You see for me, the one fatal flaw with any kind of beer rating is that beer, by nature beer is variable. As brewers we spend most of our life trying to eliminate as much of that variability as possible but there are things outside of our control. Take hops for example. English hops are a seasonal crop, picked and dried in September. Naturally they degrade and oxidise over the course of the year, the beer you drink in August will have nearly year old hops in. Recipes can be adjusted to compensate, but the exact same beer can never be generated. Shortages in hops can also have a ruinous effect on the consistency.
Once the beer is out of the brewer's hands there are many more variables that can have an effect on the beer. Whether cask or bottle, age plays a large factor. Massive U.S. style hopping in a bottled beer that is sat on a shelf in a shop for six months is not going to taste the same as one stored cool for a month and then drunk. By the same token, an imperial stout is not going to taste the same if drunk fresh rather than suitably aged in a cool, dark place. Casks also change in flavour profile depending on how long they have been tapped and spiled. Certainly with the beers I produce, hop character mellows over the life of the cask.

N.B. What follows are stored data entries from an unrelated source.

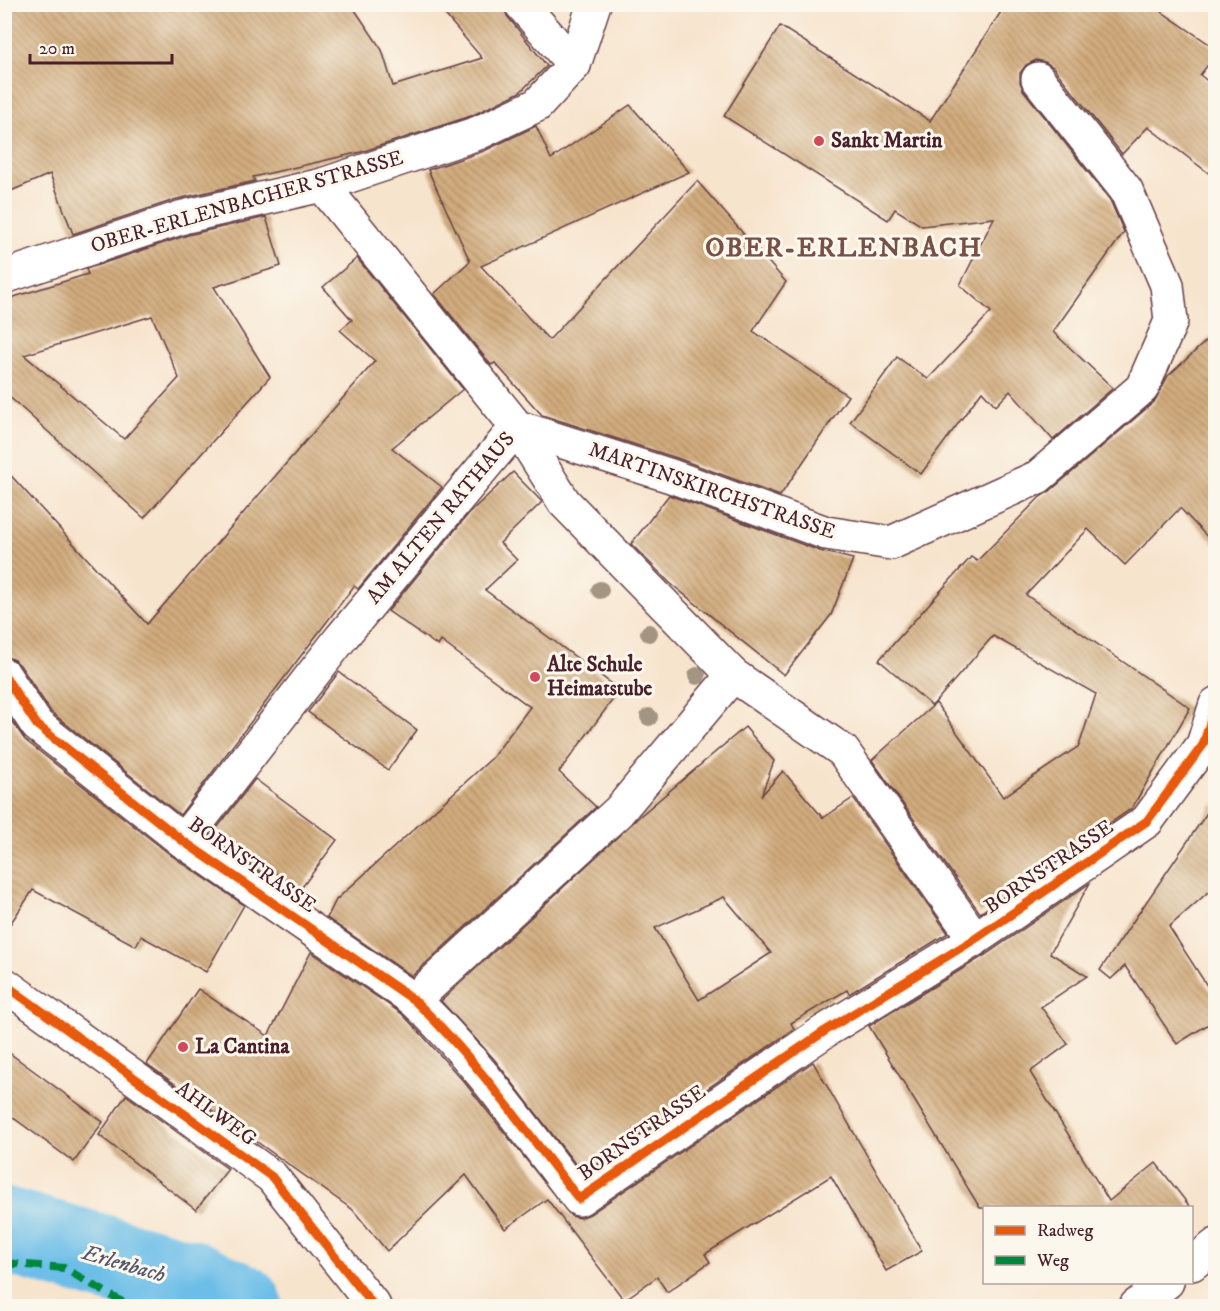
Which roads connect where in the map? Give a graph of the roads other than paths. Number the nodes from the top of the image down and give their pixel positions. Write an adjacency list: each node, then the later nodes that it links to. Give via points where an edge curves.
1 (521, 4): 3 (street)
2 (594, 4): 3 (street, OBER-ERLENBACHER STRASSE)
3 (574, 64): 5 (street, OBER-ERLENBACHER STRASSE, via 537,105 478,133)
4 (1038, 79): 7 (street, MARTINSKIRCHSTRASSE, via 1126,190 1167,285 1171,321 1142,388 1038,477 891,543 826,533 671,476)
5 (322, 185): 6 (street, OBER-ERLENBACHER STRASSE, via 183,217); 7 (street)
6 (4, 277)
7 (517, 427): 9 (street, AM ALTEN RATHAUS, via 564,502); 12 (street, AM ALTEN RATHAUS, via 341,638)
8 (4, 675): 12 (street, BORNSTRASSE, via 38,725)
9 (733, 675): 13 (street, AM ALTEN RATHAUS, via 843,752); 15 (street, via 620,811)
10 (1215, 704): 11 (street, BORNSTRASSE)
11 (1209, 749): 13 (street, BORNSTRASSE, via 1147,821)
12 (183, 841): 15 (street, BORNSTRASSE)
13 (975, 939): 15 (street, BORNSTRASSE, via 825,1031 579,1199 491,1085)
14 (4, 984): 19 (street, AHLWEG, via 272,1177)
15 (414, 999)
16 (1215, 1245): 17 (street)
17 (1193, 1262)
18 (1164, 1284): 20 (street)
19 (374, 1306)
20 (1136, 1306)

I think it is unfair to rate the 'same' beer that is in different condition. Also I would like to know how much of this beer rating is a numbers game. This guy, RateBeer's top rater claims to have drunk 15,862 since 2002. That is 5.4 new beers every day. How is that possibe? Does he/she do nothing other that sit around opening bottle after bottle? How do they pay for it? If they have had 5.4 beers every day, I'd argue that theyre probably wasn't enough quantity of the beer to get a sense of what it was actually like. I think a 3rd of a pint for session beer, maybe a little less for stronger stuff is about the minimum quantity needed to get a real idea of how a beer tastes.
This list has been published. Who cares? Not me really. I know a lot of people enjoy the fun of seeking out new beers, hallowed and legendary beers, myself included. But please don't take it too seriously.